■ Work to complete
Below are the records; copy each line in them that holds the word "need".

[Collected data]

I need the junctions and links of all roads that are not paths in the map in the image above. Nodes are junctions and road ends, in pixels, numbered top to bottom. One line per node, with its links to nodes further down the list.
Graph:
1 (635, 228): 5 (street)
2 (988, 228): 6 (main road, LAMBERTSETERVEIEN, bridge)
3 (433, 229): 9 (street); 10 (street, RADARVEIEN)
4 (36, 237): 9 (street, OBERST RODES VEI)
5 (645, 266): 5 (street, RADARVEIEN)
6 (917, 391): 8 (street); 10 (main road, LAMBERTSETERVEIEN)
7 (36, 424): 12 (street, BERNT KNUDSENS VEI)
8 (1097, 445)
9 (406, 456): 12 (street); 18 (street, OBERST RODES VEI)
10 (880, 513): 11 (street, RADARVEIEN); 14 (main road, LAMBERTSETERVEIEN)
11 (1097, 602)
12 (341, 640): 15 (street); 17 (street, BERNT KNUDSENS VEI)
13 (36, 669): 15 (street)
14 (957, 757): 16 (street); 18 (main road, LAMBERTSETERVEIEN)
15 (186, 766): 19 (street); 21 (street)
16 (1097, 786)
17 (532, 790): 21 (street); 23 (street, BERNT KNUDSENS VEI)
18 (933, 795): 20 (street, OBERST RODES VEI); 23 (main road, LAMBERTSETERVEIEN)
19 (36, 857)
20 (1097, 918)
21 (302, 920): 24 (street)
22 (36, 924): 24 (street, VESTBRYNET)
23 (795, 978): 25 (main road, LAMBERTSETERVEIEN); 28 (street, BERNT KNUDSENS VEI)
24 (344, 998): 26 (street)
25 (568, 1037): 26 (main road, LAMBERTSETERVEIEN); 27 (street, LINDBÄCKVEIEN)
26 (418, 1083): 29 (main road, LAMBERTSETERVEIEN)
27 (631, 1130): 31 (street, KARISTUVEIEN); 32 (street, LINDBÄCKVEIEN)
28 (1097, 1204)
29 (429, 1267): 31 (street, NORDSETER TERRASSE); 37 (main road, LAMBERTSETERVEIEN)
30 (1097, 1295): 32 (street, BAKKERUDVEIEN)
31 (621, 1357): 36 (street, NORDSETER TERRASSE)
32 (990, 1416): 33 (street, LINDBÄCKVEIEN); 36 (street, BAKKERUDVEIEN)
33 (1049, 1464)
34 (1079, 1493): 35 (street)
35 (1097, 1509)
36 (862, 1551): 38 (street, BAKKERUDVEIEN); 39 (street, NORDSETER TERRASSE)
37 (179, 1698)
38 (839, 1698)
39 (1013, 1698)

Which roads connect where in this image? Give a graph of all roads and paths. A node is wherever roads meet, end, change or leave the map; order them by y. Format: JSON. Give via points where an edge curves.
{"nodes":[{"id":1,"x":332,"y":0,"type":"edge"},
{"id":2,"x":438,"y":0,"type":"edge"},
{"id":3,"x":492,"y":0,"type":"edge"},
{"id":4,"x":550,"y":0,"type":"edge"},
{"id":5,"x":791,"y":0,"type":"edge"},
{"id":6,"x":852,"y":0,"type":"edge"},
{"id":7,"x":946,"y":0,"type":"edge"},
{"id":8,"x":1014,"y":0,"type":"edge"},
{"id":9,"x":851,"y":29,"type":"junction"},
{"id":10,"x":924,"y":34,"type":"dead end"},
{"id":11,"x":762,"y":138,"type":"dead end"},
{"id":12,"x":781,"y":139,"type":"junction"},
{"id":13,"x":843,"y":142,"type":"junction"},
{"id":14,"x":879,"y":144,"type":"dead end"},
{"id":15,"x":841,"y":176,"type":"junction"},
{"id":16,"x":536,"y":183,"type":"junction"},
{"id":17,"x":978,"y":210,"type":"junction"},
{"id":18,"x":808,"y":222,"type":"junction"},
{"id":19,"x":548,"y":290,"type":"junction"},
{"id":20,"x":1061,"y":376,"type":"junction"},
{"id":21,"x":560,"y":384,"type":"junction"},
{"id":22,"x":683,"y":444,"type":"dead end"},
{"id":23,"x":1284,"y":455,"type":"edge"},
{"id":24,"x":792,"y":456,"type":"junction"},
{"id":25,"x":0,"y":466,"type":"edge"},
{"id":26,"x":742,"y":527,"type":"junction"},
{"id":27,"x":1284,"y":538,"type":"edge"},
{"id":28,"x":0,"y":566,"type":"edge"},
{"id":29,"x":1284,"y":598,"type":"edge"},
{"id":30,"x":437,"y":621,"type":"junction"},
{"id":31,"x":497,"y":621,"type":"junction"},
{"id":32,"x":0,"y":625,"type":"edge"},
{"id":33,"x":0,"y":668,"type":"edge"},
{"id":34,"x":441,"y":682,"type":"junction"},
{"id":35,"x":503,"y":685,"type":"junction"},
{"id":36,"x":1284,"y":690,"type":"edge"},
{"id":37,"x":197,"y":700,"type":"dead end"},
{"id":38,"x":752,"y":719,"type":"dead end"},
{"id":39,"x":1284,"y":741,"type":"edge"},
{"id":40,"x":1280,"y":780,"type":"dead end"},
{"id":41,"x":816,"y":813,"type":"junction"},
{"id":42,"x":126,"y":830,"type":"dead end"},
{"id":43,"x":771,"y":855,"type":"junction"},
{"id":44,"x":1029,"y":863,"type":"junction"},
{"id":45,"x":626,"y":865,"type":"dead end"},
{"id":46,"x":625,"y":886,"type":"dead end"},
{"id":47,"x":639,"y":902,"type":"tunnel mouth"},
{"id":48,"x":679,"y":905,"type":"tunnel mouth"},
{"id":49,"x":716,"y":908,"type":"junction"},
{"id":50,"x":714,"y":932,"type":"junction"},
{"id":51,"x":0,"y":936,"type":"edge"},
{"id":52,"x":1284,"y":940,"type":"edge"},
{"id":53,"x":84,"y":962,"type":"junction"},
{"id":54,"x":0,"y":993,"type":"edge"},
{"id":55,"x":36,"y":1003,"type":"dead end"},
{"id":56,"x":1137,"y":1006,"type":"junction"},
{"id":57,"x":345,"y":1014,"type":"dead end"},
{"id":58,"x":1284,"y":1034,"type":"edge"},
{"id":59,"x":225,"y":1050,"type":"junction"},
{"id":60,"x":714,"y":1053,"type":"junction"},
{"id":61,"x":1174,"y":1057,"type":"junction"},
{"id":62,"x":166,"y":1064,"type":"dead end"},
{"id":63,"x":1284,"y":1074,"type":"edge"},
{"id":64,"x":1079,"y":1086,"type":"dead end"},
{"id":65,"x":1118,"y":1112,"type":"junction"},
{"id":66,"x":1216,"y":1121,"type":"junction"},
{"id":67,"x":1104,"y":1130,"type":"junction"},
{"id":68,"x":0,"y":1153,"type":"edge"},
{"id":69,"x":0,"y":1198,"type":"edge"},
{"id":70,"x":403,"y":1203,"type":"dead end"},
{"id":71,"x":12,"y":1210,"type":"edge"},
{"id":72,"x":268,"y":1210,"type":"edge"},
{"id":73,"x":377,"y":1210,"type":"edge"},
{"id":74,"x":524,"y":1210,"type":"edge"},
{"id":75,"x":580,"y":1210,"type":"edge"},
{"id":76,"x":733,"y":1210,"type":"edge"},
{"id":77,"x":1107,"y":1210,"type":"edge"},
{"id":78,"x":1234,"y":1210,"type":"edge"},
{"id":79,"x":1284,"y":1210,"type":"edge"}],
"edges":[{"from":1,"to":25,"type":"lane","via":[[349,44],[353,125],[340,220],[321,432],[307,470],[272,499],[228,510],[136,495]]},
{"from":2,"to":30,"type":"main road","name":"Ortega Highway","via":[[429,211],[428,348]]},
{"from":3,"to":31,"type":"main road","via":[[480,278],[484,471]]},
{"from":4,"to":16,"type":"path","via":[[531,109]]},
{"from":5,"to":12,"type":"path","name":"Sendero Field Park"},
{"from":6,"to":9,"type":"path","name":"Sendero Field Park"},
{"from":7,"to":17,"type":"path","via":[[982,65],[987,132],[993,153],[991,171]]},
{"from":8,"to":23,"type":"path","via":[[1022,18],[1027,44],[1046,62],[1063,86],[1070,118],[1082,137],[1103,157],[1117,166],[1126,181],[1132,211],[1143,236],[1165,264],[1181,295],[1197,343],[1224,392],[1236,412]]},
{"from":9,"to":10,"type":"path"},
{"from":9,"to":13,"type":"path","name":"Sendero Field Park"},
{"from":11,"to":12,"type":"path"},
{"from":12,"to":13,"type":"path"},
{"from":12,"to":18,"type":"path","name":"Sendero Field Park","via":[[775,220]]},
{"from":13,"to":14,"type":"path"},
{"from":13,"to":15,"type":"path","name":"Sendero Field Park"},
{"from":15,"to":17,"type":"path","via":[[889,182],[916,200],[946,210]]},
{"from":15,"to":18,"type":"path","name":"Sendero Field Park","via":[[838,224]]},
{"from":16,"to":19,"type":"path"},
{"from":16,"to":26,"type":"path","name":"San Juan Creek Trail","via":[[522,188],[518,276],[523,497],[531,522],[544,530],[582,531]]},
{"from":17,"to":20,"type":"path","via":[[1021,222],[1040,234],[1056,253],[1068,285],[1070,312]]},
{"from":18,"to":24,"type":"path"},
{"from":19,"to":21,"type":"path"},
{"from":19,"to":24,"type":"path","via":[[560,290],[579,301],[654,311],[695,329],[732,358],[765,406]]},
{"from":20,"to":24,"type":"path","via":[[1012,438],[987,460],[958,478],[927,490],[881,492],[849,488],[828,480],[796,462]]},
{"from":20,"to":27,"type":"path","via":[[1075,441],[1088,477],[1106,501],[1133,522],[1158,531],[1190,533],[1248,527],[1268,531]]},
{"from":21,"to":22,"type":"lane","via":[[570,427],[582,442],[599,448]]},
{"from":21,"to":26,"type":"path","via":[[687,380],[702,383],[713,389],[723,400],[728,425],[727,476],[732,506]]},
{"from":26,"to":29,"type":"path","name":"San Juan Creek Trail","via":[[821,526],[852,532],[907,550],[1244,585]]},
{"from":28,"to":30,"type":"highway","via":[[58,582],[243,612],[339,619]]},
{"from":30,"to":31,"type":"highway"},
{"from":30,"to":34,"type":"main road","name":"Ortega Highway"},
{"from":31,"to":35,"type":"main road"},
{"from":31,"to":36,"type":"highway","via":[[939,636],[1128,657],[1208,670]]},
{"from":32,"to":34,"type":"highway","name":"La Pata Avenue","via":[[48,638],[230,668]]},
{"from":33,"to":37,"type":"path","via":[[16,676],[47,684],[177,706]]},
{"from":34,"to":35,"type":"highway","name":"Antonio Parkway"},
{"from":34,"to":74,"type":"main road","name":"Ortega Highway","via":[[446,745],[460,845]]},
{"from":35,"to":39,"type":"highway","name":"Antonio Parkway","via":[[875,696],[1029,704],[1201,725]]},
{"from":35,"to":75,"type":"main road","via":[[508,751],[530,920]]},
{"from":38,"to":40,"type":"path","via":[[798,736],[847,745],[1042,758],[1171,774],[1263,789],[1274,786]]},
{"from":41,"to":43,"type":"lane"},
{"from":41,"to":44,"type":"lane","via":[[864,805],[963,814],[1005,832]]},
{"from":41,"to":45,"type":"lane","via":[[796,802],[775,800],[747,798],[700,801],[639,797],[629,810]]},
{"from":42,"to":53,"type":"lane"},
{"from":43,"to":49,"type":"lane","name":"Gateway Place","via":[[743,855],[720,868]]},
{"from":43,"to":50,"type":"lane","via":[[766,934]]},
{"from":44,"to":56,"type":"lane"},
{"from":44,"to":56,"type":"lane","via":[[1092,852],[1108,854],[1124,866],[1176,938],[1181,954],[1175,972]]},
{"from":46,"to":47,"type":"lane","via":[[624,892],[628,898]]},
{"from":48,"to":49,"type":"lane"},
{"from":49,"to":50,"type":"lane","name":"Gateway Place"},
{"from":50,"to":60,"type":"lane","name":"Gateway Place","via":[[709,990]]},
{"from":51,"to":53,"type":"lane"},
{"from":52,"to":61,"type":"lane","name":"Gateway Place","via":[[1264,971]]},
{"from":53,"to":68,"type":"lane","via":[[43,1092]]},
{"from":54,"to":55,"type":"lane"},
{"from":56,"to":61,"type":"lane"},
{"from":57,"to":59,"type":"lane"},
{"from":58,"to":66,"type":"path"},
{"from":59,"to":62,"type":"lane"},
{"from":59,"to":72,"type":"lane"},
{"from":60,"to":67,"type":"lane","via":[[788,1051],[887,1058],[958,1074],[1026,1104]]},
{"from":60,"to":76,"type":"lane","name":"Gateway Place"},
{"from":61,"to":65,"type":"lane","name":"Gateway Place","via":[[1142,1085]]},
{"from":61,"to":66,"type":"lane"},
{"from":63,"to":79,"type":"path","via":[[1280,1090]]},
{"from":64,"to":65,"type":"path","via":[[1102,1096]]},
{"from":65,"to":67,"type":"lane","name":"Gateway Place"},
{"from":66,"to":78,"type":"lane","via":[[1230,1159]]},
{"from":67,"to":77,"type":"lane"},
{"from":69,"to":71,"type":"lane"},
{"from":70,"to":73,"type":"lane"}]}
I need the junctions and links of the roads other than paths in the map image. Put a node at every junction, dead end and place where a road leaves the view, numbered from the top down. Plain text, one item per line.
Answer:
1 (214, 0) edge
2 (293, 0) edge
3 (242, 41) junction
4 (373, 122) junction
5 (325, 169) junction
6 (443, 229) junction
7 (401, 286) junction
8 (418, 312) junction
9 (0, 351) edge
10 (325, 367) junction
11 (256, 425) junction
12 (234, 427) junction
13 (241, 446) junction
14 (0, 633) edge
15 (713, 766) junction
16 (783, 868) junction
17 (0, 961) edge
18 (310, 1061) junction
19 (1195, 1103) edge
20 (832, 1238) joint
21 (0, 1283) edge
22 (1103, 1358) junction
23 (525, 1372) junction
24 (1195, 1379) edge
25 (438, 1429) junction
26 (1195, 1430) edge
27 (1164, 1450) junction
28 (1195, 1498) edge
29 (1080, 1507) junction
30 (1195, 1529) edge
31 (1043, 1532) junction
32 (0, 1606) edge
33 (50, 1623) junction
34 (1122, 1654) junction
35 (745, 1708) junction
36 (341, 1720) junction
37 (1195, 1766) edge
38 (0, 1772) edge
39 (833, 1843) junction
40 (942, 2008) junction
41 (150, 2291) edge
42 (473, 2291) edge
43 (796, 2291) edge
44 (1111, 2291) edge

■ Answer section
I need the junctions and links of all roads that are not paths in the map in the image above. Nodes are junctions and road ends, in pixels, numbered top to bottom. One line per node, with its links to nodes further down the list.
I need the junctions and links of the roads other than paths in the map image. Put a node at every junction, dead end and place where a road leaves the view, numbered from the top down. Plain text, one item per line.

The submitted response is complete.